6. Phases (re-stated)

  • Phase 0 — this design doc. Lands first.
  • Phase 1@tu-lang/std/type primitives + of / is for JS primitives + arrays + plain objects. Standalone; type.of(1) === type.Number works without compiler changes.
  • Phase 2interface keyword + codegen + repo migration (the big bang).
  • Phase 3 — anonymous interface synthesis + shape interning.
  • Phase 4 — wire the parser bans (typeof, instanceof, type X = …) with directive errors.
  • Phase 5 — built-in JS-type descriptors (Promise, Map, Set, Error, AbortController) + Temporal types from @tu-lang/std/time (submodule of std, decided 2026-05-03 not to carve a separate package).
  • Phase 6 (M9) — generics (interface Box<T>) + unions (union(A, B) runtime constructor or syntax) + recursive interfaces.

7. Open questions (resolve during implementation)

  • Union types — coexistence with type X = … (CRITICAL — surfaced by Phase 2 audit).

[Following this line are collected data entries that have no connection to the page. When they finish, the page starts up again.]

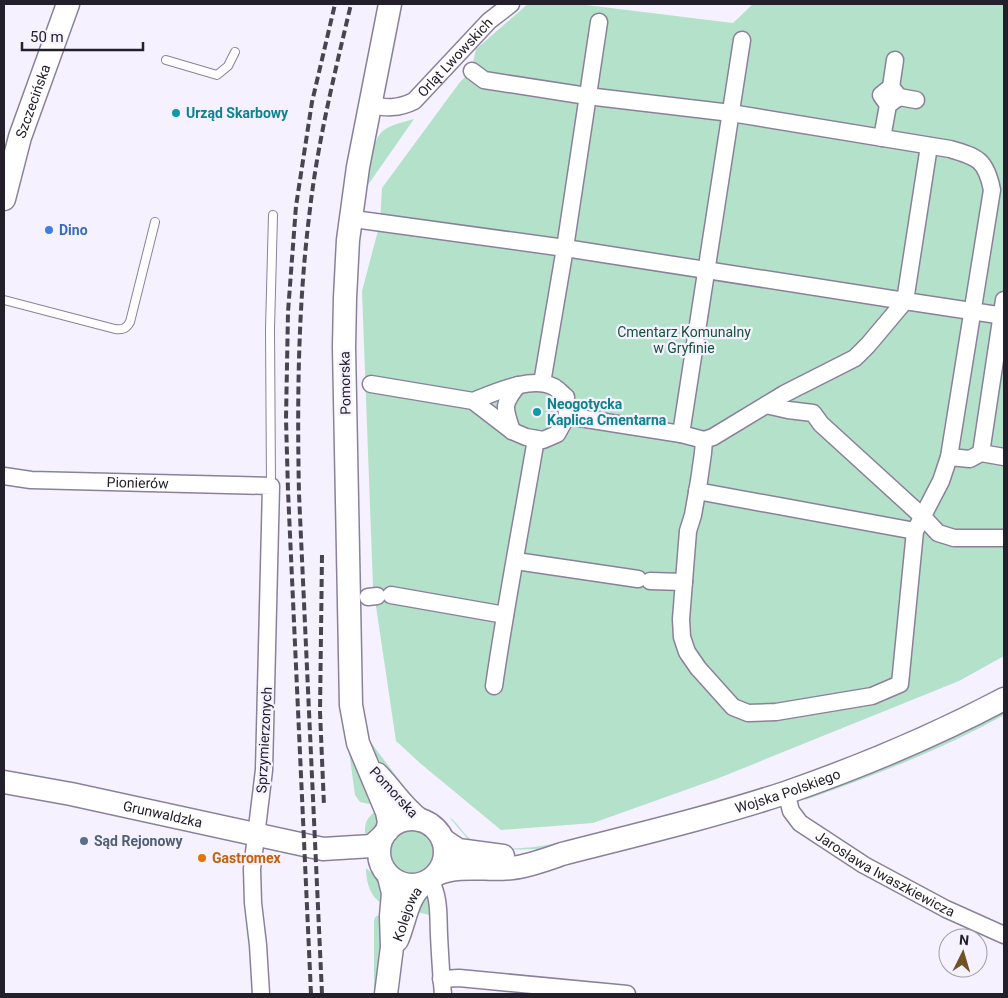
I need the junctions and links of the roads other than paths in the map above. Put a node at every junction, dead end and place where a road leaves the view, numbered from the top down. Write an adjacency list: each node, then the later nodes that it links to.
1 (68, 4): 17 (main road, Szczecińska)
2 (390, 4): 13 (main road, Pomorska)
3 (511, 4): 13 (street, Orląt Lwowskich)
4 (599, 22): 10 (street)
5 (742, 40): 14 (street)
6 (236, 52): 7 (lane)
7 (166, 60)
8 (896, 60): 11 (street)
9 (472, 71): 10 (street)
10 (587, 96): 14 (street); 21 (street)
11 (885, 96): 12 (street); 15 (street)
12 (916, 100)
13 (369, 105): 51 (main road, Pomorska)
14 (731, 113): 15 (street); 22 (street)
15 (882, 138): 16 (street)
16 (929, 146): 24 (street); 26 (street)
17 (4, 199)
18 (273, 215): 41 (lane)
19 (361, 220): 21 (street)
20 (155, 222): 23 (lane)
21 (565, 248): 22 (street); 27 (street)
22 (706, 269): 24 (street); 34 (street)
23 (4, 300)
24 (905, 301): 26 (street); 31 (street)
25 (1003, 311): 26 (street); 37 (street)
26 (972, 312): 38 (street)
27 (542, 383): 29 (street); 32 (street)
28 (372, 384): 30 (street)
29 (518, 385): 30 (street); 33 (street)
30 (472, 401): 33 (street)
31 (766, 405): 36 (street); 43 (street)
32 (567, 416): 34 (street); 35 (street)
33 (512, 431): 35 (street)
34 (681, 434): 36 (street)
35 (536, 439): 45 (street)
36 (704, 440): 42 (street)
37 (981, 453): 38 (street); 39 (street)
38 (949, 457): 43 (street)
39 (1004, 458)
40 (4, 476): 41 (street, Pionierów)
41 (271, 486): 56 (street, Sprzymierzonych)
42 (697, 491): 43 (street); 46 (street)
43 (919, 524): 44 (street); 46 (street)
44 (1004, 538)
45 (516, 561): 46 (street); 48 (street)
46 (684, 582)
47 (379, 596): 48 (street)
48 (504, 615): 49 (street)
49 (494, 686)
50 (1004, 699): 53 (main road, Wojska Polskiego)
51 (367, 763): 54 (main road, Pomorska); 55 (main road, Pomorska)
52 (4, 782): 56 (main road, Grunwaldzka)
53 (786, 792): 59 (main road, Wojska Polskiego); 62 (street, Jarosława Iwaszkiewicza)
54 (420, 820): 55 (main road); 57 (main road)
55 (385, 834): 58 (main road, Grunwaldzka); 60 (main road)
56 (256, 835): 58 (main road, Grunwaldzka); 65 (street, Sprzymierzonych)
57 (443, 840): 59 (main road, Wojska Polskiego); 61 (main road)
58 (323, 849): 60 (main road, Grunwaldzka)
59 (562, 854): 61 (main road, Wojska Polskiego)
60 (387, 873): 61 (main road); 63 (main road, Kolejowa)
61 (430, 879): 63 (main road, Kolejowa); 64 (street)
62 (1004, 935)
63 (392, 947): 66 (main road, Kolejowa)
64 (442, 986): 67 (street)
65 (261, 994)
66 (386, 994)
67 (627, 994)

The repo has many string-literal unions (type ButtonVariant = "primary" | "secondary" | …) and nullable shapes (email: string | null). Pure interface doesn’t cover these — interfaces are object shapes. Recommended resolution: keep the existing type X = … keyword EXCLUSIVELY for unions/aliases (non-object compound types); add interface X { … } as the new keyword for object shapes (with runtime descriptor). They coexist — pick based on what you’re declaring. Phase 2 then stops being blocked on the union design (which lives in M9 / Phase 6 with the union(A, B) runtime constructor).
  • Excess-property handling: tolerate (TS-style) or strict-reject (Tu-strict)? Default: tolerate, with a future type.strict(I) wrapper for strict mode.
  • Interface name collision with primitives: interface Number { … } should error.
  • Reflection on functions: type.of(() => 42) returns type.Function. Do we capture parameter / return types? Not in v1 — too expensive.
  • Cross-.tu interface references: tsserver already handles this via the import graph. Runtime descriptors must also be importable; interface Foo { … } exports cleanly so this is automatic.

8. Banned things this directly closes

  • typeof v (operator) → permanently banned, replaced by type.of(v).
  • v instanceof T → permanently banned, replaced by type.is(v, T).
  • type X = … (Tu’s M2.4 alias keyword) → permanently removed, replaced by interface X { … }.
  • class → permanently banned (already was; M8 cements the alternative).

9. Open compatibility migrations (for the implementation commit)

When Phase 2 lands, every .tu file in packages/, examples/, playground/, docs/ must be migrated:

  • type Foo = { … } (object shape) → interface Foo { … }. Affects examples/typed/Typed.tu, examples/js-compat/JsCompat.tu, examples/suspense/Page.tu, playground/src/Sidebar.tu, playground/src/live-cases.tu (Todo, User, ShuffleResult, CaseFile, CaseDefinition), packages/tu-xing/src/components/*.tu (every Props type).
  • type X = "a" | "b" | … (union) → STAYS as type X = … per §7 resolution. Affects packages/tu-xing/src/components/Button.tu (ButtonVariant, ButtonSize), Badge.tu (BadgeVariant), Input.tu (InputSize). These are union-aliases, not interfaces.
  • email: string | null (inline union in interface field) — STAYS. The interface declaration uses TS union syntax verbatim; the runtime descriptor’s Optional(String) covers the nullable case.
  • typeof xtype.of(x) (in user code; compiler-emitted typeof for type guards stays in TS shadow).
  • x instanceof Ytype.is(x, Y).

The audit at Phase 2 time picks up specifics; this doc lists the categories.